Maseki traveled to Gifu Prefecture to make a stop in Seki—a city that has produced some of the finest katana in all of Japan. It is home to the Seki Smithing Museum, a treasure trove of information and items related to the 700-year history of Japanese swordsmithing. Here, visitors get to view some of the greatest swords ever forged and live demonstrations of traditional katana forging techniques— performed by master swordsmiths.
“I was most surprised by the incredible visual impact of the hammers hitting the metal during the forging process,” Maseki says. “A tremendous amount of power goes into shaping the metal into a blade. However, although a just-forged blade possesses a raw and tangible intensity, it’s missing the elegance that the new ES required. That’s when I turned to the next step following the forging process: polishing. Hadori, in particular, is a technique used to polish a blade into a singular work of art, and I felt that this fit the design concept of the new ES.”
A deep and enduring beauty
Of the many classic katanas that Maseki studied, the ones that inspired him the most were blades crafted between the 14th and 16th centuries.
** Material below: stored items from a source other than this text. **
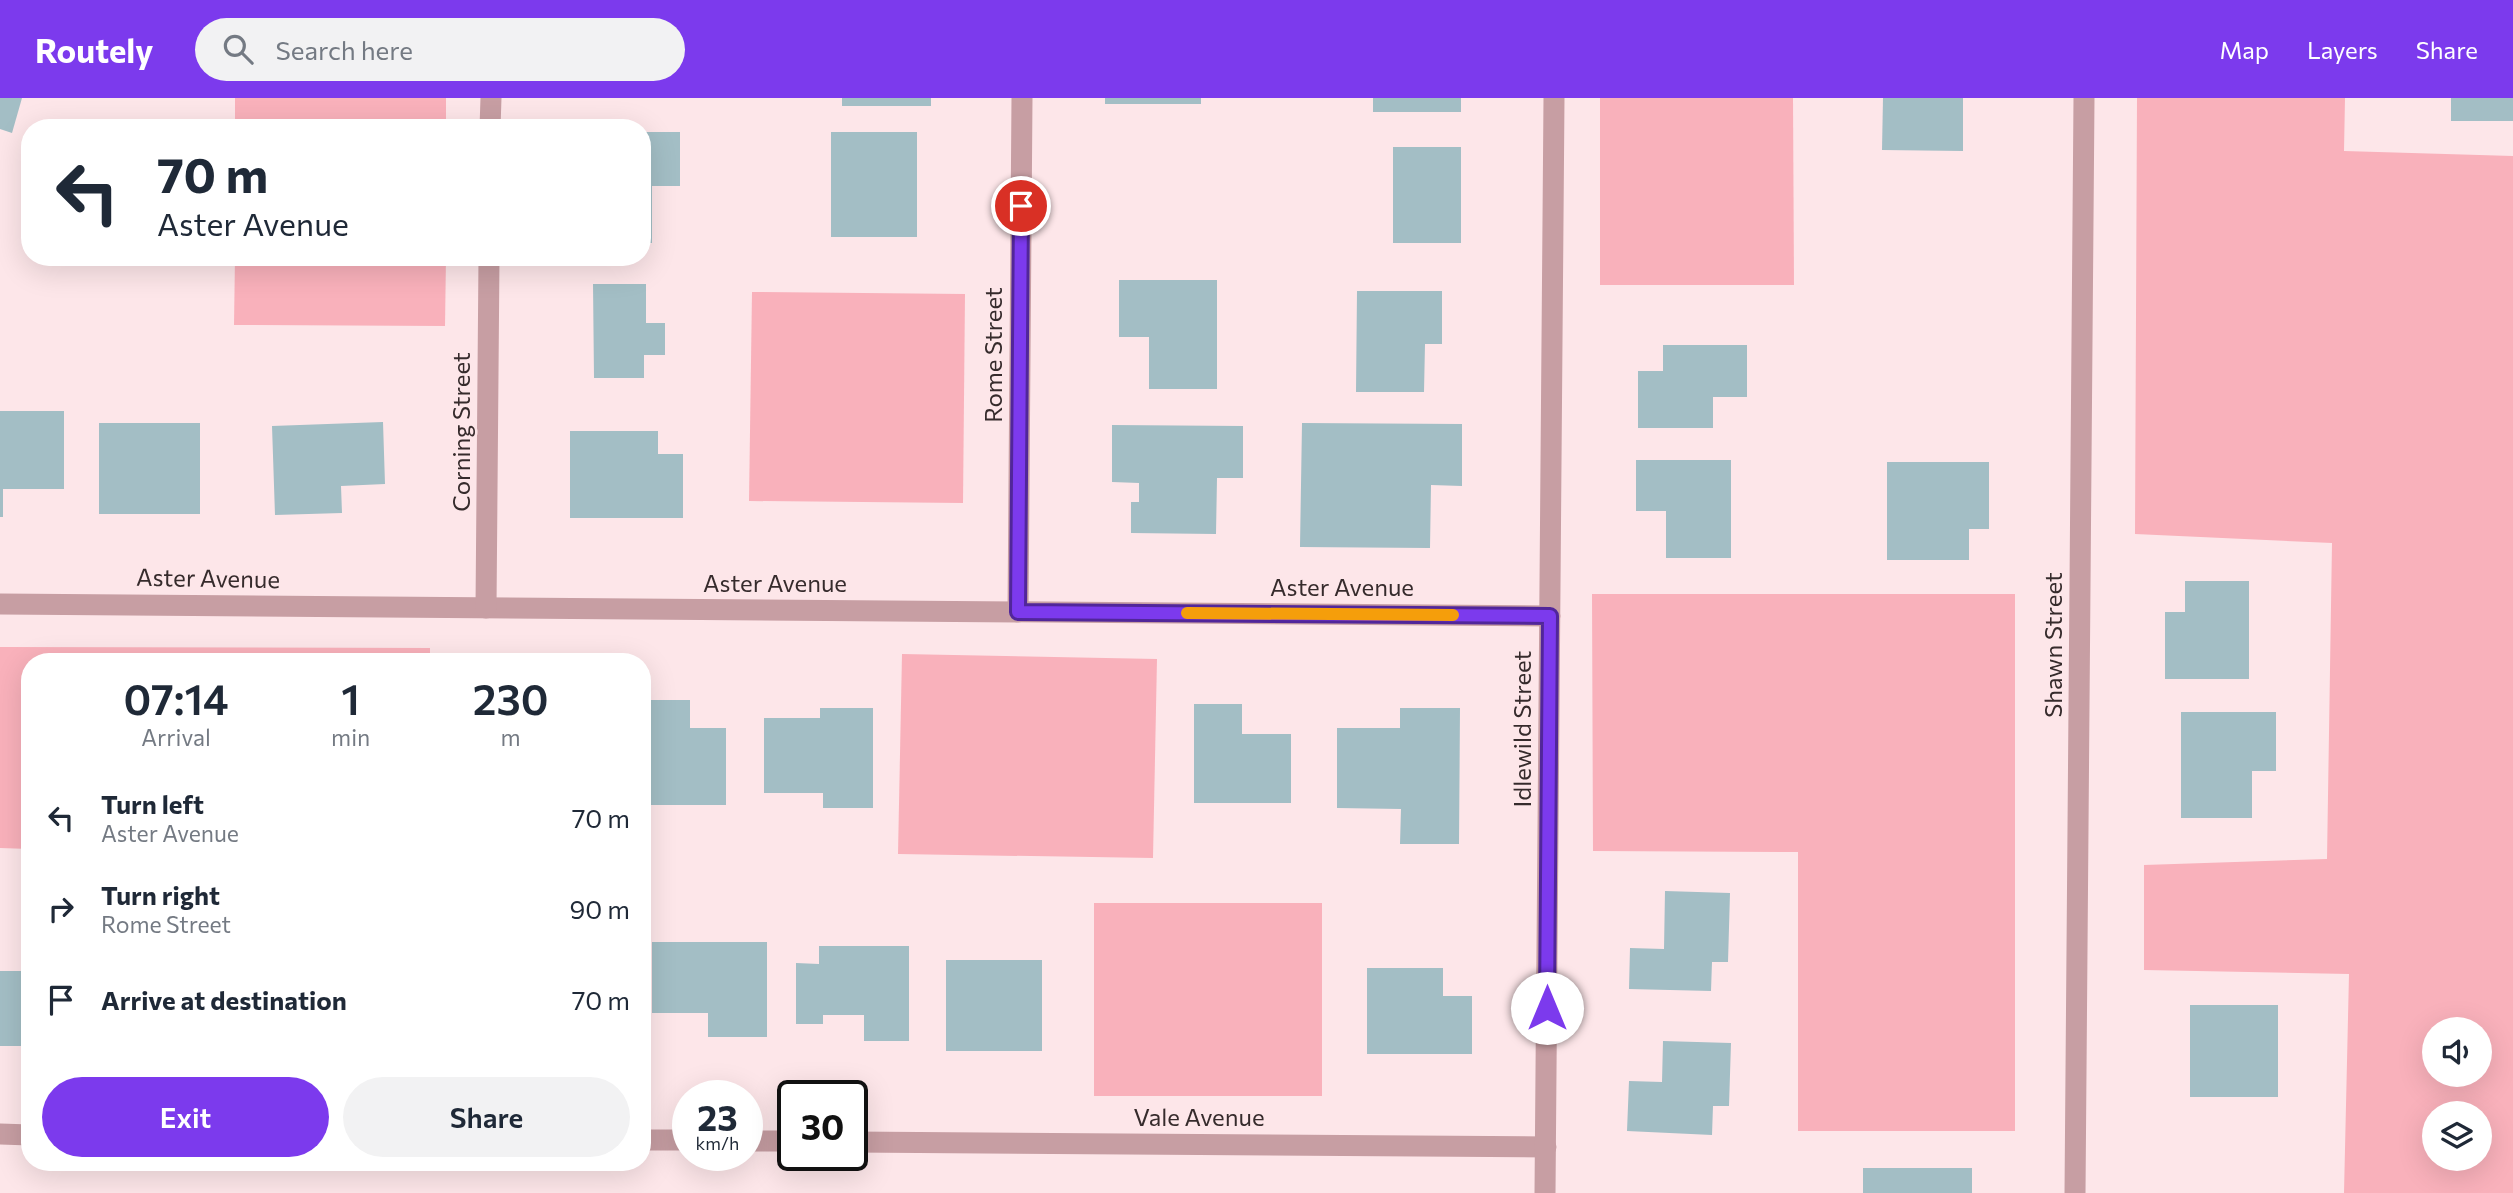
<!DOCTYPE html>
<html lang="en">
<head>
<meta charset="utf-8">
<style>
	:root { --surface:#fff; --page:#f2f2f3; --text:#1f2937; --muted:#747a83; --accent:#7c3aed }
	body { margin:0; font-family:Commissioner,sans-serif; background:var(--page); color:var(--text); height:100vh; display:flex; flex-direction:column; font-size:26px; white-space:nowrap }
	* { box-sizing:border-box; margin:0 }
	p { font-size:23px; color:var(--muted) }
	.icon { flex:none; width:38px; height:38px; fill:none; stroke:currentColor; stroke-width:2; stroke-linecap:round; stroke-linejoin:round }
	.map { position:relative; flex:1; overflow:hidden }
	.panel { position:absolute; left:21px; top:555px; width:630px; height:518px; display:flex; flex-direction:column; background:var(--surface); border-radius:28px; box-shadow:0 7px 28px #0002 }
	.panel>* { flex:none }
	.guide { position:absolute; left:21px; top:21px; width:630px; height:147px; border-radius:28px; box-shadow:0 7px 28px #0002; background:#fff; color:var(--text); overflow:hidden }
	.tools { position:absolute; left:2422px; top:919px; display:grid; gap:14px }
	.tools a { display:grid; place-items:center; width:70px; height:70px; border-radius:50%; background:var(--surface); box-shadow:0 7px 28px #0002; font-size:35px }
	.speed { position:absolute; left:672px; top:982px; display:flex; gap:14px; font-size:35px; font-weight:700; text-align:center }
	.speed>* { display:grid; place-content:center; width:91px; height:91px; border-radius:50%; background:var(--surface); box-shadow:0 7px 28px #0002; line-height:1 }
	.speed small { font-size:18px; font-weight:400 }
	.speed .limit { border:4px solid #111; border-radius:10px; background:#fff; color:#111 }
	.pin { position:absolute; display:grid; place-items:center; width:60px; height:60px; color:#fff; margin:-30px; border:4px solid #fff; border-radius:50%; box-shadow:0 2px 7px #0007 }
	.me { position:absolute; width:77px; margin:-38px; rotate:0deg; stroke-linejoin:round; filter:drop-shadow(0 0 5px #0008) }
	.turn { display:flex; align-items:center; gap:24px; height:147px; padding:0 21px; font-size:32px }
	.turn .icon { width:91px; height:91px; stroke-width:2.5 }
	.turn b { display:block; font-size:49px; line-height:60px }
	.eta { display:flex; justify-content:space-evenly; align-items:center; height:119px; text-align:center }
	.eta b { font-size:42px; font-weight:600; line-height:49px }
	.button { display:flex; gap:14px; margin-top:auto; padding:14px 21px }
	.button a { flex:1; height:80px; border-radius:42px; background:var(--accent); color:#fff; font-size:28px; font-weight:600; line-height:80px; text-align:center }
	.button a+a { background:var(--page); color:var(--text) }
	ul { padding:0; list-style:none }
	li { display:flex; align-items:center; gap:21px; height:91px; padding:0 21px }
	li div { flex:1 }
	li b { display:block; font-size:26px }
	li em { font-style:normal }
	header { display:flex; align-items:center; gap:42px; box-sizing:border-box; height:98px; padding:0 35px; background:var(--accent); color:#fff }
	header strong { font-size:33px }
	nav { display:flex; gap:38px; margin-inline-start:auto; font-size:24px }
	.search { width:490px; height:63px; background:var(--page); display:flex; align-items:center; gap:18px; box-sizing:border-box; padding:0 24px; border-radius:38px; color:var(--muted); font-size:26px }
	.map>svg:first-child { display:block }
</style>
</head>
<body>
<header>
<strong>Routely</strong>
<div class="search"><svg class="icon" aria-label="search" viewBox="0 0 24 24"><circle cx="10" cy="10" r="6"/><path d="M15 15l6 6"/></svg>Search here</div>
<nav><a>Map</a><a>Layers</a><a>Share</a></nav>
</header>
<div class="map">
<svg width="2513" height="1095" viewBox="0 0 2513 1095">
	<rect width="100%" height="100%" fill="#fde6e9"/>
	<g fill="#f9b1bb" fill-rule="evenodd">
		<rect x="235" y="0" width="211" height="30"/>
		<polygon points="1600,0 1793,0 1794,187 1600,187"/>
		<path d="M2137,0H2345L2344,53L2513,58V1095H2344L2349,876L2144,872V767L2327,761L2332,445L2135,436ZM2480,931V976H2434V931ZM2480,1015V1060H2434V1015Z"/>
		<polygon points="235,159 446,159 445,228 234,227"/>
		<polygon points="752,194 965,196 963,405 749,403"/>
		<polygon points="1592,496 2015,496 2015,1033 1798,1033 1798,754 1593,753"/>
		<polygon points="0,549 430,550 430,563 30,564 30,751 0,750"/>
		<polygon points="902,556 1157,561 1153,760 898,756"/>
		<rect x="1094" y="805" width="228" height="193"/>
	</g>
	<g fill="#a3bec5">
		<polygon points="0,0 22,0 12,35 0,31"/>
		<rect x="842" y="0" width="89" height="8"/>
		<rect x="1105" y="0" width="96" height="6"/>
		<rect x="1373" y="0" width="88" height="14"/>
		<polygon points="1883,0 1963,0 1963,53 1882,52"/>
		<rect x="2451" y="0" width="62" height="23"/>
		<polygon points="642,34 680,34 680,88 652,88 652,145 642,145"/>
		<rect x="831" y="34" width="86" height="105"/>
		<rect x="1393" y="49" width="68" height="96"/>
		<polygon points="1119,182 1217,182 1217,291 1149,291 1149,239 1119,239"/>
		<polygon points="593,186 646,186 646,225 665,225 665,257 644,257 644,280 594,280"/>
		<polygon points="1357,193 1442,193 1442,246 1425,246 1424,294 1356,294"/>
		<polygon points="1663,247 1747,247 1747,299 1713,299 1713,330 1638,330 1638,273 1663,273"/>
		<polygon points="0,313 64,313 64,391 3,391 3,419 0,419"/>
		<polygon points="383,324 385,386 341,388 342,415 275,417 272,328"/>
		<rect x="99" y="325" width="101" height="91"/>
		<polygon points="1302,325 1462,326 1462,388 1431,387 1430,450 1300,449"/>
		<polygon points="1112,327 1243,328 1243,380 1217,380 1216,436 1131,435 1131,404 1139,404 1139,385 1112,384"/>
		<polygon points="570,333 658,333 658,356 683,356 683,420 570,420"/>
		<polygon points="1636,362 1731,362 1731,460 1666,460 1666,413 1636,413"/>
		<polygon points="1887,364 1989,364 1989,431 1969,431 1969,462 1887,462"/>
		<polygon points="2185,483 2249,483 2249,581 2165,581 2165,514 2185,514"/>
		<polygon points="642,602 690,602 690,630 726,630 726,707 642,707"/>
		<polygon points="1194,606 1242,606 1242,636 1291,636 1291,705 1194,705"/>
		<polygon points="820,610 873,610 873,710 823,710 823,695 764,695 764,620 820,620"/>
		<polygon points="1400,610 1460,610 1459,746 1400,746 1401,711 1337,710 1337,630 1400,630"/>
		<polygon points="2181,614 2276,614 2276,673 2252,673 2252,720 2181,720"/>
		<polygon points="1665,793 1730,795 1728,864 1712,864 1711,893 1629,891 1630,850 1664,851"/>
		<polygon points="652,844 767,844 767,939 708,939 708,915 652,915"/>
		<polygon points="819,848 909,848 909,943 864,943 864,917 823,917 823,926 796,926 796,865 819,866"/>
		<rect x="946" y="862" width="96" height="91"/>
		<polygon points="1367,870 1443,870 1443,898 1472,898 1472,956 1367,956"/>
		<rect x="0" y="873" width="30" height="75"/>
		<rect x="2190" y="907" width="88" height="92"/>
		<polygon points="1663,943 1731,945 1729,1008 1713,1008 1712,1037 1627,1033 1629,983 1662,984"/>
		<rect x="1863" y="1070" width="109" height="25"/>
	</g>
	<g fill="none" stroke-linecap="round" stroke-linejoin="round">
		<g stroke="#c79ea3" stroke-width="21">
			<polyline points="490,30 491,0"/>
			<polyline points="0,506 1550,518"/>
			<polyline points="486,510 489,159"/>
			<polyline points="1018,514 1022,0"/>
			<polyline points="0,1036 30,1037"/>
			<polyline points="642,1042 688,1042"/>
			<polyline points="747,1043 793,1043"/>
			<polyline points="852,1044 1546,1049"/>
			<polyline points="1545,1095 1554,0"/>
			<polyline points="2075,1095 2084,0"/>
		</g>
	</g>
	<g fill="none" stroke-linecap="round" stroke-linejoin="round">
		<g stroke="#51269a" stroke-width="18">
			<polyline id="route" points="1021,108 1018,514 1550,518 1547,910"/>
		</g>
		<use href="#route" stroke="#7c3aed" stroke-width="12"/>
		<polyline stroke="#f59e0b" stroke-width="12" points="1187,515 1453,517"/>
	</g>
	<g text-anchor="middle" stroke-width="5" stroke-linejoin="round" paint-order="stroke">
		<g font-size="24" fill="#362b2c" stroke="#fde6e9">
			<text transform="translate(994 257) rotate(-90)" y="8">Rome Street</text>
			<text transform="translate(462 334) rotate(-90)" y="8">Corning Street</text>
			<text transform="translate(208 481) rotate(1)" y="8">Aster Avenue</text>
			<text x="775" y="494">Aster Avenue</text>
			<text x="1342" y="498">Aster Avenue</text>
			<text transform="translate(2054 547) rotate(-90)" y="8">Shawn Street</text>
			<text transform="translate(1523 631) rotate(-90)" y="8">Idlewild Street</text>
			<text x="1199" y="1028">Vale Avenue</text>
		</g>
	</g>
</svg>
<div class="tools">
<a><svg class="icon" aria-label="sound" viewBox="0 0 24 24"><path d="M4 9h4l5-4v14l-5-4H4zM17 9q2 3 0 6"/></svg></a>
<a><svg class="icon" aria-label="layers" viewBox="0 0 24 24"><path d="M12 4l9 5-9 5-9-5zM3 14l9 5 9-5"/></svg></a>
</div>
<div class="speed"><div>23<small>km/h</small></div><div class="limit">30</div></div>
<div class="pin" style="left:1021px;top:108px;background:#d93025"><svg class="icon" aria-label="arrive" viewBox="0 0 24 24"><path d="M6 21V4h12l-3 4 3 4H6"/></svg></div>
<svg class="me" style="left:1547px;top:910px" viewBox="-20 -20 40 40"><circle r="19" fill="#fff"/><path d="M0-13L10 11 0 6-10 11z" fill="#7c3aed"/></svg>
<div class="guide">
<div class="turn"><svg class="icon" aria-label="left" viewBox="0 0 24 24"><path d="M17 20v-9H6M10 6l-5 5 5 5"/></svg><div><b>70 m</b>Aster Avenue</div></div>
</div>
<section class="panel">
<div class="eta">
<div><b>07:14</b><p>Arrival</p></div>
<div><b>1</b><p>min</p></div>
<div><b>230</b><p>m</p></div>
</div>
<ul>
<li><svg class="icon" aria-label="left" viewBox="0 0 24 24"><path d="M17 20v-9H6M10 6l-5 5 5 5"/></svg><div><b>Turn left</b><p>Aster Avenue</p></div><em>70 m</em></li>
<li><svg class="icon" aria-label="right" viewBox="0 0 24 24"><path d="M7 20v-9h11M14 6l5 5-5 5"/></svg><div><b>Turn right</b><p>Rome Street</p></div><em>90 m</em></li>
<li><svg class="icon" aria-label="arrive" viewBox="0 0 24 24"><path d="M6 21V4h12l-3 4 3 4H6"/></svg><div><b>Arrive at destination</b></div><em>70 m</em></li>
</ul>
<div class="button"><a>Exit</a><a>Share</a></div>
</section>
</div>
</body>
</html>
“Once you get to the 17th century, you start to see more katanas that were crafted mainly for decoration,” Maseki says, “but the katanas created before, were intended for use in war. They feature only minimal ornamentation. This style—eschewing excessive ornamentation for a more genuine craft-based beauty, as well as a high level of practicality—seemed to fit the production concept of the new ES.”
Compared to the wide, heavy swords common in Europe, the Japanese katana may look somewhat delicate on first glance. However, there is a sort of aesthetic power in the katana, a deep and enduring beauty that can withstand the passage of time. It was this power that Maseki wanted to convey through the door trim.
“To understand the beauty of the katana, you need to first recognize that the power of the katana comes from within. It has a deep character that has been painstakingly crafted by a master artisan. I wanted drivers of the new ES to be able to feel this inner power, and in the process understand the timelessness of true beauty.”
Faithfully replicating an artisan’s masterwork
Once Maseki had settled on a concept and design direction for the door trim, he began developing a prototype. He first had skilled artisans craft the prototype by hand, so he could then replicate the design using a machine. However, Maseki encountered a problem. The machine was fed precise data related to the pitch and other details of the Hadori pattern, and yet it failed to produce results that in any way resembled the prototype. This puzzled Maseki.
“The numbers were correct, so I decided to take a closer look at the prototype,” he explains. “As I studied the pattern with a microscope, I discovered the existence of randomly created lines that could not be replicated with a machine. It was these lines that were giving the overall design its powerful impact.”
These “random lines” had been instinctively added by the artisans who created the prototype, based on their many years of experience and keen understanding of katana aesthetics.
“We discovered that using a fixed pitch created patterns that were lacking in impact, while introducing a random element to the data led to patterns that were far more striking,” Maseki says.
“Although being refined is an important quality in craftsmanship, a product is incomplete without the addition of more human, more instinctive elements that are not based on simple calculation. Being machine-made but artisanal, being refined but having impact— these may seem like contrasting elements, but through a lot of trial and error, we were able to achieve this combination, in the process imbuing the door trim of the new ES with a deep katana – like beauty.”
True beauty can only be achieved if every detail that composes an object has been refined to an exceptionally high degree. Hadori is one of many details accumulated in the new ES that offer a momentary escape from the everyday.